= Exercise requirements =
Which lines in the records below contain the word "Saphirs"? Copy each one.

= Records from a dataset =
================================

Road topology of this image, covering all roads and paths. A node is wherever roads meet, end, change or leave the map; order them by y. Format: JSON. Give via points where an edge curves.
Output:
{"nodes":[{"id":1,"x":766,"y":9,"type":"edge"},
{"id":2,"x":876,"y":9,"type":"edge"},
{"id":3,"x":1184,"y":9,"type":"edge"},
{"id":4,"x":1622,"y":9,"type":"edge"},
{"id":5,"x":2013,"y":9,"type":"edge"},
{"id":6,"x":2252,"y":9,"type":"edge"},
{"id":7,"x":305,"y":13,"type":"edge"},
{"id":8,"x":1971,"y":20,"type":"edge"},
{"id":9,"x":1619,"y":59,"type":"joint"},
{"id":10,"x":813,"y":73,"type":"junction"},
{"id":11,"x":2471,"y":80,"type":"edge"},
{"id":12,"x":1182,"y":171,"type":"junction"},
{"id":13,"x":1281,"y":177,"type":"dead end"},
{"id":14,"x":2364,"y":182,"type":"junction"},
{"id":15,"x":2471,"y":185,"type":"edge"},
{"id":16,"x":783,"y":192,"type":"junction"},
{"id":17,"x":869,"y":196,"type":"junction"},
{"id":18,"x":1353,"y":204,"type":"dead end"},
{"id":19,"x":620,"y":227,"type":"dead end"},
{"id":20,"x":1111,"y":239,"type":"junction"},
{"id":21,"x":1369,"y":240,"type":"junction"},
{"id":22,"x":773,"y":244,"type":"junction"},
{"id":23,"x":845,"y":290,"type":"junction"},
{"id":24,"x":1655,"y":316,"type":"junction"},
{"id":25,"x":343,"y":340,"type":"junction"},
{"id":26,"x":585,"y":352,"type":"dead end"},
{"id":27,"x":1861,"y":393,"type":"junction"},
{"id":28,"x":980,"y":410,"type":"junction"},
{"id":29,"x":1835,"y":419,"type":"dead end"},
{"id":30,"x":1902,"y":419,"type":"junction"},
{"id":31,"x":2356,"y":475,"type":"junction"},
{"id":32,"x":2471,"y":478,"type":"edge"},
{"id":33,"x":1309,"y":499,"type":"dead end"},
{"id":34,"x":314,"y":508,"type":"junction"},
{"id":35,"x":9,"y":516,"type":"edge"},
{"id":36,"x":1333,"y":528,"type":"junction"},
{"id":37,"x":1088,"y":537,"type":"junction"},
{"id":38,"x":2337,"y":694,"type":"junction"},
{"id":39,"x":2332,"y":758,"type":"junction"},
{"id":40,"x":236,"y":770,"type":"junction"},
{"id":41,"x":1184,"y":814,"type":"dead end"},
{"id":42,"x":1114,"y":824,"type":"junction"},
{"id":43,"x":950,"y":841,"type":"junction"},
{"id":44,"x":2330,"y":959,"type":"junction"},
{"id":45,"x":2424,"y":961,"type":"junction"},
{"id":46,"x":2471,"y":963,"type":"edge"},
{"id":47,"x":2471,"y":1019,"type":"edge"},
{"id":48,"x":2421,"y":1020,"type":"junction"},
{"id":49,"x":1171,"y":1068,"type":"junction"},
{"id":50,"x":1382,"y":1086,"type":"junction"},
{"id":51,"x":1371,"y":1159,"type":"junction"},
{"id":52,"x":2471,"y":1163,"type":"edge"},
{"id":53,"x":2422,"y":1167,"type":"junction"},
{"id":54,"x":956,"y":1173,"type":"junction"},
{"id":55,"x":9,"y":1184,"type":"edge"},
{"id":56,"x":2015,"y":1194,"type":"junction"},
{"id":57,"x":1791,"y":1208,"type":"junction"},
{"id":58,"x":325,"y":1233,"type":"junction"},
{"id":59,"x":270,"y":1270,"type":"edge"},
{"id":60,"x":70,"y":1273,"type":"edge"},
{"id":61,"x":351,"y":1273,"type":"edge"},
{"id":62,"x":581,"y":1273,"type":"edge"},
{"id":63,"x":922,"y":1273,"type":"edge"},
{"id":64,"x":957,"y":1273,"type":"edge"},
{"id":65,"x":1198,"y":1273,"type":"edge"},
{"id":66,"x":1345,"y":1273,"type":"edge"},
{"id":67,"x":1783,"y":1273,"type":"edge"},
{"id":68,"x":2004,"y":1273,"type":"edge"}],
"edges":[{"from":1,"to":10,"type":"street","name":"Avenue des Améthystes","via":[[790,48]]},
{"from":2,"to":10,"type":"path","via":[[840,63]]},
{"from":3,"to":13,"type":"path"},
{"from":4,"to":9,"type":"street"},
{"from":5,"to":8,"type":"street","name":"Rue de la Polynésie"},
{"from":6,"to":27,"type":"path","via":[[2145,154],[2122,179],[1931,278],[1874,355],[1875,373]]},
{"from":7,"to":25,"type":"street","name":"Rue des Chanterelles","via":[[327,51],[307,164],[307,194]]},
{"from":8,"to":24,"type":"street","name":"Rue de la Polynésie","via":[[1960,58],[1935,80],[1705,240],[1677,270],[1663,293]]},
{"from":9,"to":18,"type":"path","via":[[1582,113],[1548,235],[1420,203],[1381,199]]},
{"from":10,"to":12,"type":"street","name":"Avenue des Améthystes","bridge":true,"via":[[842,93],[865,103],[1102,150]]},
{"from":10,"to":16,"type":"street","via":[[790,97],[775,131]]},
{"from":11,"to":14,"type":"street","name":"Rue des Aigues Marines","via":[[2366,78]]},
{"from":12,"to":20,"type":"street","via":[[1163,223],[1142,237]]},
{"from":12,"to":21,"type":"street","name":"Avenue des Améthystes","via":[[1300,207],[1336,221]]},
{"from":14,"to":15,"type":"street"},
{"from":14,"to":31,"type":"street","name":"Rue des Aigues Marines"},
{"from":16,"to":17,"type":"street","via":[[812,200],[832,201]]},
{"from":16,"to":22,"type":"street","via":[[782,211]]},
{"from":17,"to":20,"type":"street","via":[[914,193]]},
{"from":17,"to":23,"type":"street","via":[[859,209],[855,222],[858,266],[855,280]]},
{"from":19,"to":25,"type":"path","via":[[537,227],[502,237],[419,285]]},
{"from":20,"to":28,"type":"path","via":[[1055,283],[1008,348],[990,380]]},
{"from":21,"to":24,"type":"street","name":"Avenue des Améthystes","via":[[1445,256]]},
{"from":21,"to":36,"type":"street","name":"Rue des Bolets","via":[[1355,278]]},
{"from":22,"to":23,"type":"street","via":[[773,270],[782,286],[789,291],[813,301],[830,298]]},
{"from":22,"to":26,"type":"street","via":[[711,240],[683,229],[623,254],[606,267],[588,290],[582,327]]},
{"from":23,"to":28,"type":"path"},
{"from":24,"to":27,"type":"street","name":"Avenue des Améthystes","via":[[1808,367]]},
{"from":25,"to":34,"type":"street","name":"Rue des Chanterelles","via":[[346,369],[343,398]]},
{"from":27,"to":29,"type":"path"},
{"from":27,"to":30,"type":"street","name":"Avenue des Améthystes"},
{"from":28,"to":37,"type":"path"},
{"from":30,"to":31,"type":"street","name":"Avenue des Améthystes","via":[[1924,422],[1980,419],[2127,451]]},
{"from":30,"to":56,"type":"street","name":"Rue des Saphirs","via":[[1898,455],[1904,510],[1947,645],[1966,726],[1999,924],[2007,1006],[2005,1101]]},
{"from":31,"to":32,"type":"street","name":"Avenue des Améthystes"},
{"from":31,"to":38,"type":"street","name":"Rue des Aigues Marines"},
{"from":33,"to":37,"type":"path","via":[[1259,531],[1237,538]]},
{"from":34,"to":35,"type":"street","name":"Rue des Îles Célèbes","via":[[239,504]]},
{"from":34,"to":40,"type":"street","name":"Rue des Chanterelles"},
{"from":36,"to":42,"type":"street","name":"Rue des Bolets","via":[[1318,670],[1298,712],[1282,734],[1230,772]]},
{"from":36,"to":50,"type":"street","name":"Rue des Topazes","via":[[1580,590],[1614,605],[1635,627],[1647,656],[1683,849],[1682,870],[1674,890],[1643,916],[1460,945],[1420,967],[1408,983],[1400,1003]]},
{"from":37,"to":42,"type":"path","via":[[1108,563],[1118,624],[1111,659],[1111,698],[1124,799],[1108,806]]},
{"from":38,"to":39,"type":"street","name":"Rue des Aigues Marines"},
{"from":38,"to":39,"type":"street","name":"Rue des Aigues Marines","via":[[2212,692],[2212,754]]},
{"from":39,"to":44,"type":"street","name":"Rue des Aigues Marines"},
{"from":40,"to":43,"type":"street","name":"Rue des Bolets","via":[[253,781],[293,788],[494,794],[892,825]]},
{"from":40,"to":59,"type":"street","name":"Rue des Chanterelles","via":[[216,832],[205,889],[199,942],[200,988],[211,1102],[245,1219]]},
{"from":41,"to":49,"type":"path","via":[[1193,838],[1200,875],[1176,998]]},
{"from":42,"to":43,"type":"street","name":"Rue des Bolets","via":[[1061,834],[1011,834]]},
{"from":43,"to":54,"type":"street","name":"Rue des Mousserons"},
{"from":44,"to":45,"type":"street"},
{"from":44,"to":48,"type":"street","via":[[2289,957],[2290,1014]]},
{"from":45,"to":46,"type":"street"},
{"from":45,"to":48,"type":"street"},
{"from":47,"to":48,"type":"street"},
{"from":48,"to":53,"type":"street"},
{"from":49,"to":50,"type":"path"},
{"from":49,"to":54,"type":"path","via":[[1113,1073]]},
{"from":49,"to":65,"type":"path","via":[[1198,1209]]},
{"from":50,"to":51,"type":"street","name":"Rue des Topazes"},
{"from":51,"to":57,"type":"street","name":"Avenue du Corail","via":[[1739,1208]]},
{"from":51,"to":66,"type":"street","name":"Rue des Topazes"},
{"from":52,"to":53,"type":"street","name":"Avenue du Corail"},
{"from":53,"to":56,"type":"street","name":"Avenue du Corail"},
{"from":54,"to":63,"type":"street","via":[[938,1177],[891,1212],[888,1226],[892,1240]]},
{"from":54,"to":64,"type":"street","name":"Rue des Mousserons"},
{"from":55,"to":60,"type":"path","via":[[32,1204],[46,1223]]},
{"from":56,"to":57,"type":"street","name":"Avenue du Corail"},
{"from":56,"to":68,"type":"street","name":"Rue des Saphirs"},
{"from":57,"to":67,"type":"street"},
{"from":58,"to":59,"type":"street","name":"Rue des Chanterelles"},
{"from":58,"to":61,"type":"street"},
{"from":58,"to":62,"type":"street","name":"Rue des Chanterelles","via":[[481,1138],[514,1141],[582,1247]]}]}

================================

= Output below =
{"from":30,"to":56,"type":"street","name":"Rue des Saphirs","via":[[1898,455],[1904,510],[1947,645],[1966,726],[1999,924],[2007,1006],[2005,1101]]},
{"from":56,"to":68,"type":"street","name":"Rue des Saphirs"},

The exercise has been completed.